__REQUIRED WORK__: An acceptable answer contains each line of the material, unchanged.

···

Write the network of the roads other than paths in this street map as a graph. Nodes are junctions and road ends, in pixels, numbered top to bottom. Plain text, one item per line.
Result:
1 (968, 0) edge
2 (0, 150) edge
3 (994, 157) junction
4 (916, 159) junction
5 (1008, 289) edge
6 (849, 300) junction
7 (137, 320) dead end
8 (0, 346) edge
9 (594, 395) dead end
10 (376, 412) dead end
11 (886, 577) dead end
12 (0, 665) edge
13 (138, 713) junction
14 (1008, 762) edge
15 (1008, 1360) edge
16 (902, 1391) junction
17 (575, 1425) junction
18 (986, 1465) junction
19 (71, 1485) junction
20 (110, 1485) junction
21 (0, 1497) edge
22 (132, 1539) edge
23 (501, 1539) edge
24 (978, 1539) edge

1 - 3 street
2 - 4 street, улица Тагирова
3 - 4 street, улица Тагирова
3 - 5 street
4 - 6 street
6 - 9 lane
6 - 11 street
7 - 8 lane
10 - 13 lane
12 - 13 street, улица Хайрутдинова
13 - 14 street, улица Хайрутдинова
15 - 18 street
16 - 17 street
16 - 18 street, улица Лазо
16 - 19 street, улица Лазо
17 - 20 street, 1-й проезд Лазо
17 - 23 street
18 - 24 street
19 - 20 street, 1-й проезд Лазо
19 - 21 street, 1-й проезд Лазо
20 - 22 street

···

__EXERCISE OUTPUT__:
Write the network of the roads other than paths in this street map as a graph. Nodes are junctions and road ends, in pixels, numbered top to bottom. Plain text, one item per line.
Result:
1 (968, 0) edge
2 (0, 150) edge
3 (994, 157) junction
4 (916, 159) junction
5 (1008, 289) edge
6 (849, 300) junction
7 (137, 320) dead end
8 (0, 346) edge
9 (594, 395) dead end
10 (376, 412) dead end
11 (886, 577) dead end
12 (0, 665) edge
13 (138, 713) junction
14 (1008, 762) edge
15 (1008, 1360) edge
16 (902, 1391) junction
17 (575, 1425) junction
18 (986, 1465) junction
19 (71, 1485) junction
20 (110, 1485) junction
21 (0, 1497) edge
22 (132, 1539) edge
23 (501, 1539) edge
24 (978, 1539) edge

1 - 3 street
2 - 4 street, улица Тагирова
3 - 4 street, улица Тагирова
3 - 5 street
4 - 6 street
6 - 9 lane
6 - 11 street
7 - 8 lane
10 - 13 lane
12 - 13 street, улица Хайрутдинова
13 - 14 street, улица Хайрутдинова
15 - 18 street
16 - 17 street
16 - 18 street, улица Лазо
16 - 19 street, улица Лазо
17 - 20 street, 1-й проезд Лазо
17 - 23 street
18 - 24 street
19 - 20 street, 1-й проезд Лазо
19 - 21 street, 1-й проезд Лазо
20 - 22 street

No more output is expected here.